Он делился с Анной Никитичной своими планами. Сначала эта «лирическая» версия понравилась ей. Чего греха таить, ей нравилось, Нае, быть эдакой литературно-романтической героиней (как в «Чапаеве», так и в «Мятеже»). Но потом она согласилась с Митяем, когда он снял всю эту «линию».
Получалась она примитивной, мелодраматически-сентиментальной и никак не вязалась со строгим исторически-документированным изложением.
Не желая уделять слишком много внимания своим личным отношениям с женой, из чувства внутреннего такта Фурманов не включил в роман и лирическое обращение к Анне Никитичне, которое писал он в крепостной камере в ожидании расстрела. А об этом как раз можно и пожалеть. Оно, обращение это, обогатило бы только образ комиссара, сделало его многограннее.
Ведь при всей своей автобиографической индивидуальности образ самого Фурманова в романе имеет большое обобщенное значение. Это не всегда замечали критики романа, в особенности критики несправедливые.
Несомненно, и «Чапаев» и «Мятеж» связаны одной идеей. «Чапаев» — это повесть о герое из народных «низов», который идет к большевизму, идет к сознательной защите революции под влиянием партии, представителем которой был комиссар Клычков — комиссар Фурманов. «Мятеж» — это повесть о том, как партийная воля направляет на правильный путь несознательную массу, которую хотели использовать враги против революции, против пролетариата. Проблема большевистского воспитания занимает ведущее место в той и в другой книге.
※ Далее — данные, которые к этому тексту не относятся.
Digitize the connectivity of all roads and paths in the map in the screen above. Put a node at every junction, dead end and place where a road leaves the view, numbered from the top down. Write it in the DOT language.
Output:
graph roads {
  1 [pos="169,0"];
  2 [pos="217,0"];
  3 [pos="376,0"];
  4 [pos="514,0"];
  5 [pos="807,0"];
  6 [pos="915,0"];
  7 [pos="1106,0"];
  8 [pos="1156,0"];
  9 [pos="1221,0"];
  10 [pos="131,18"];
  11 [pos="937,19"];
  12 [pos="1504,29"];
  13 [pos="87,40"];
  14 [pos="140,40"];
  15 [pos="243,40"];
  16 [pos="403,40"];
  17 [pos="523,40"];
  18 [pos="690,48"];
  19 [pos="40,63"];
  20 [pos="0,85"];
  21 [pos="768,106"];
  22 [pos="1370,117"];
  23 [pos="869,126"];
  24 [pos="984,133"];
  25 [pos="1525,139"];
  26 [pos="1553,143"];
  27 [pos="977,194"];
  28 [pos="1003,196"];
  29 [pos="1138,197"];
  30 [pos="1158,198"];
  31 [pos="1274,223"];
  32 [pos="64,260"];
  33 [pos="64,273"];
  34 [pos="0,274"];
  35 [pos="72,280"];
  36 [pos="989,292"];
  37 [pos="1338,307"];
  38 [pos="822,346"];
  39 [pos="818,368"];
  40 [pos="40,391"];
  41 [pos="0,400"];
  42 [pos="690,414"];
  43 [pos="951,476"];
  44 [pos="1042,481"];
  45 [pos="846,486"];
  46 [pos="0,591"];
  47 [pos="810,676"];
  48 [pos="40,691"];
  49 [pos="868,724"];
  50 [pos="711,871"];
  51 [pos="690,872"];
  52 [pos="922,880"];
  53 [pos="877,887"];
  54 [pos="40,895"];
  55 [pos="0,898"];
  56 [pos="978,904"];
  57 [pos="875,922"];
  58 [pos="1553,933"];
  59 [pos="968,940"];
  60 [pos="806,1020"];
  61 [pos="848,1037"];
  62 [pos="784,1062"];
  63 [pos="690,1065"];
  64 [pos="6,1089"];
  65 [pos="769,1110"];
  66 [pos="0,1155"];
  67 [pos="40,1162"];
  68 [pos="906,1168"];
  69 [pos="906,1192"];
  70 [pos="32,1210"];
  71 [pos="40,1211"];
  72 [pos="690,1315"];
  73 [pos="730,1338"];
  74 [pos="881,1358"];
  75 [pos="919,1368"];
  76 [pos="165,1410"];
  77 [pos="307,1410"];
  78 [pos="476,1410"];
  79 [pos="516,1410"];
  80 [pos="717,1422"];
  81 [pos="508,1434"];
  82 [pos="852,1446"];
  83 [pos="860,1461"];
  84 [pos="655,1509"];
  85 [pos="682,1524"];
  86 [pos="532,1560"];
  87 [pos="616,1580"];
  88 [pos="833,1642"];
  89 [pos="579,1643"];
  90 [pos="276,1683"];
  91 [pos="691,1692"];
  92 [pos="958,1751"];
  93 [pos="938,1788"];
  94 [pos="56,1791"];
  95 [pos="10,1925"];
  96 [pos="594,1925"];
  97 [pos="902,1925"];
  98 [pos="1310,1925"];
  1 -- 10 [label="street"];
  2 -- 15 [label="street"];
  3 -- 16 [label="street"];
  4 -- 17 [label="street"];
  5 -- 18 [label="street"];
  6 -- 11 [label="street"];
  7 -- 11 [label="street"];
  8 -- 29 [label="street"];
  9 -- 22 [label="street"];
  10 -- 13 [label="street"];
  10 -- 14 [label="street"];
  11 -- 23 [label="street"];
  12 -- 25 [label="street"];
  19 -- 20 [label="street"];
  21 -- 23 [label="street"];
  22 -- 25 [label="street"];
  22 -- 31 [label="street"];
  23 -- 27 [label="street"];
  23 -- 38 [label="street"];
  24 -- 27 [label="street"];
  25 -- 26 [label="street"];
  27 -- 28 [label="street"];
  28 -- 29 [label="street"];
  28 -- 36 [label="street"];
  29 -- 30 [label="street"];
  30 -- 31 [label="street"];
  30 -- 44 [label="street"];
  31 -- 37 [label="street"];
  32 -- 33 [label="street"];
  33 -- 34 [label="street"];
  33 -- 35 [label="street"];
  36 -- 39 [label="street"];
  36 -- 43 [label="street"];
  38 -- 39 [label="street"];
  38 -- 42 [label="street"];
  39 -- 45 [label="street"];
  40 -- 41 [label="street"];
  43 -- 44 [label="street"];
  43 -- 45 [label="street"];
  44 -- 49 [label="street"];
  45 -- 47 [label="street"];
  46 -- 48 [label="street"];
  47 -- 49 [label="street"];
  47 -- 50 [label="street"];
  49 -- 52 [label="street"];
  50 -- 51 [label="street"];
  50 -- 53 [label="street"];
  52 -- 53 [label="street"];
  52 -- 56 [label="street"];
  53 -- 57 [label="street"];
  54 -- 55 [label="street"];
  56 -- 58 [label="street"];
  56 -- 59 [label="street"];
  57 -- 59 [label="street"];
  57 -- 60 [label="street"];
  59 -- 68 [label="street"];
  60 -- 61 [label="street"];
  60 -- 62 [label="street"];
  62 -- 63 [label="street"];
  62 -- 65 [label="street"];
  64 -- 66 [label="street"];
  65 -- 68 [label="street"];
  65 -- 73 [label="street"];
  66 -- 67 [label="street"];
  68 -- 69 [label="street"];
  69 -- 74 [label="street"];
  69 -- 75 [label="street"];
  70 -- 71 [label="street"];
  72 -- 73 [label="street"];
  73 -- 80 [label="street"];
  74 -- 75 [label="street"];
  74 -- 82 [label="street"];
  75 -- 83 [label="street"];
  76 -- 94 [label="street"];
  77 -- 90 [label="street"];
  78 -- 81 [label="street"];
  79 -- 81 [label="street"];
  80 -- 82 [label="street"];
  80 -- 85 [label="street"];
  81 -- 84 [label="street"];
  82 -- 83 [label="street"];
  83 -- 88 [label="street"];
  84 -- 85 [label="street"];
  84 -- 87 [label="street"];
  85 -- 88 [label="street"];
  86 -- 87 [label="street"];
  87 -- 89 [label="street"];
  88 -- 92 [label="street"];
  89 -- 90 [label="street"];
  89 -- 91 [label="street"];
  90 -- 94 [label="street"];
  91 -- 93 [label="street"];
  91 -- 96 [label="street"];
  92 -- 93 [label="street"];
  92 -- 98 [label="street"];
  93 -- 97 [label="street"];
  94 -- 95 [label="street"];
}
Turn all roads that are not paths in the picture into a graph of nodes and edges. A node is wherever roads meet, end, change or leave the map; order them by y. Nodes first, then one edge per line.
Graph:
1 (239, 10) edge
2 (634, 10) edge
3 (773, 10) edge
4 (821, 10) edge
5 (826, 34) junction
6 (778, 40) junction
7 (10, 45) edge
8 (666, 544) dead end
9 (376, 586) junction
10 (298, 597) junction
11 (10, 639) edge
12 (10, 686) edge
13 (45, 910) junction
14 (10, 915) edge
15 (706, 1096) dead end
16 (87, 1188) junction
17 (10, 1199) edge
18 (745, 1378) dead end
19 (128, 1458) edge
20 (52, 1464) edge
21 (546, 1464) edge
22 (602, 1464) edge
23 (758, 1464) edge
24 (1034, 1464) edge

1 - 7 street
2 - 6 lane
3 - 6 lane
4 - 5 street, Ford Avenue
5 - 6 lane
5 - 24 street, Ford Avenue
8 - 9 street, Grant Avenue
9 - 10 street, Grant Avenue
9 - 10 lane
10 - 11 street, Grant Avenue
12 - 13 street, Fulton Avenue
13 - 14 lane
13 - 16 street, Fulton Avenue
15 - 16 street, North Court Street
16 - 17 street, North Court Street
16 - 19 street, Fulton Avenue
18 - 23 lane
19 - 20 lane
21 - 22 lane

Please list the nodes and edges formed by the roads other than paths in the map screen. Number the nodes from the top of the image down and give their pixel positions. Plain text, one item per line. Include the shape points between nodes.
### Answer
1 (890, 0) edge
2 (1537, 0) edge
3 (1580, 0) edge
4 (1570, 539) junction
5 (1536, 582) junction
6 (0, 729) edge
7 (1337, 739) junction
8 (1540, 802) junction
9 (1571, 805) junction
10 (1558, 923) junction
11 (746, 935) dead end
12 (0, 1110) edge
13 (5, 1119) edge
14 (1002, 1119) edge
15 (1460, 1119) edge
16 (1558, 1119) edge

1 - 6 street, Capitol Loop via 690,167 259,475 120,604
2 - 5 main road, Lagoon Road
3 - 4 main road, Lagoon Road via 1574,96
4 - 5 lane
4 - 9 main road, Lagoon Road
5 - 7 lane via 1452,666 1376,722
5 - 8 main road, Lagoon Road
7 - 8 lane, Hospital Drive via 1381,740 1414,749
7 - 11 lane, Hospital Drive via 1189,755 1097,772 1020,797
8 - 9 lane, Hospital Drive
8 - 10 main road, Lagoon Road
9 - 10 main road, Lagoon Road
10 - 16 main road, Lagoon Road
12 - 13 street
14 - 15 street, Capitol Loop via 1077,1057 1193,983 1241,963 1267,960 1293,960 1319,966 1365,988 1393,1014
Особенно ярко раскрыто в «Мятеже» сочетание большевистской решимости и непримиримости с большим тактом в подходе к массам.
«Мятеж», — как писал позже Серафимович, — это кусок революционной борьбы, подлинный кусок, с мясом, с кровью, рассказанный просто, искренне, честно, правдиво и во многих местах чрезвычайно художественно».
Но до выхода «Мятежа» в свет оставались еще долгие недели.
Заслуженный успех «Чапаева» открыл Фурманову двери всех редакций.